Syria denies stockpiling chemical weapons, brands use 'unacceptable'

Syria denies stockpiling chemical weapons, brands use 'unacceptable'
Syria's deputy foreign minister has denied the state possesses chemical weapons and branded their use "immoral" after France threatened to strike if the regime was proved responsible for chlorine attacks.
2 min read
14 February, 2018
According to Washington, at least six chlorine attacks have been reported since early January [Getty]

The Syrian regime on Wednesday denied it possessed chemical weapons and said the use of such arms was "immoral and unacceptable", following a French warning of punitive strikes.

"Syria's government categorically denies possessing... chemical weapons. We consider the use of such arms as immoral and unacceptable, whatever the context," said Deputy Foreign Minister Faisal Mekdad, quoted by state news agency SANA.
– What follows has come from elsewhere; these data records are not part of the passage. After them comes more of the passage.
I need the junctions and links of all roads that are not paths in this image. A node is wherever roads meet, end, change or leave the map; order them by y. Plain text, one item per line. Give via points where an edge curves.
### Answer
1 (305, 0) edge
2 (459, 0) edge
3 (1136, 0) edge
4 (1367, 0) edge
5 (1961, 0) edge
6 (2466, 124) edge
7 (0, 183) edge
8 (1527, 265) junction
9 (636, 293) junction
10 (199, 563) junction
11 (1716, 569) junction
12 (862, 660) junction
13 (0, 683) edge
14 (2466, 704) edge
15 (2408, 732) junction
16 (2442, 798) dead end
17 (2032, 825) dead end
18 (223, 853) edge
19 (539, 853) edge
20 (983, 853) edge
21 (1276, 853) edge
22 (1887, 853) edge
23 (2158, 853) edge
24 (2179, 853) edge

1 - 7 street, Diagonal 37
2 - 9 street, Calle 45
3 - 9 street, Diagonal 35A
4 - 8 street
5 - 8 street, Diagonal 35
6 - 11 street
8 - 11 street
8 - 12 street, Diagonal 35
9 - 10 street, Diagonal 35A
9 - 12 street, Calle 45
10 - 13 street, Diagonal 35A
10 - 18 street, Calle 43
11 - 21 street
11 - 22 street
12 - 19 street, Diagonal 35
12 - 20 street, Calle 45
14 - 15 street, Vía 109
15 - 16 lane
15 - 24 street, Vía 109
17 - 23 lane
On Tuesday, France's President Emmanuel Macron warned his country would launch strikes if proof emerged that the Syrian regime had used banned chemical weapons against its civilians.

According to Washington, at least six chlorine attacks have been reported since early January in rebel-held areas, resulting in dozens of injuries.

Damascus last month also denied carrying out chemical attacks and its ally Moscow denounced such charges as a "propaganda campaign", stressing the perpetrators had not been identified.

Read more: Normalising Assad's chemical weapon savagery

France, like the United States, suspects the Syrian regime but says it does not yet have concrete evidence on the nature and origin of the attacks.

Damascus has repeatedly been accused of using chemical weapons, with the United Nations among those blaming government forces for an April 2017 sarin gas attack on the opposition-held Idlib village of Khan Sheikhun that left scores dead.

In retaliation for that alleged attack the US carried out cruise missile strikes on a Syrian regime airbase. 

Veto-wielding Russia has been blamed for blocking international efforts to tackle the trend and to take action against those responsible for the killings. 

Syria in 2013 became a Party to the Chemical Weapons Convention (CWC) and hence is should be legally committed to the Convention's prohibitions against the development, production, stockpiling or use of chemical weapons. 

In February 2015, the Organisation for the Prohibition of Chemical Weapons said 98 percent of chemical weapons declared by Syria had been verified by the OPCW as destroyed and that production sites were being torn down.

The alleged use of chemical weapons in Syria by the Assad regime suggests either the state was not honest in its declarations to the OPCW, or that manufacturing facilities have been re-established. 

Earlier this month, senior US officials said frequent smaller chemical attacks by pro-Assad forces suggest new weapons and methods of delivery are being developed by the Syrian regime.

Agencies contributed to this report.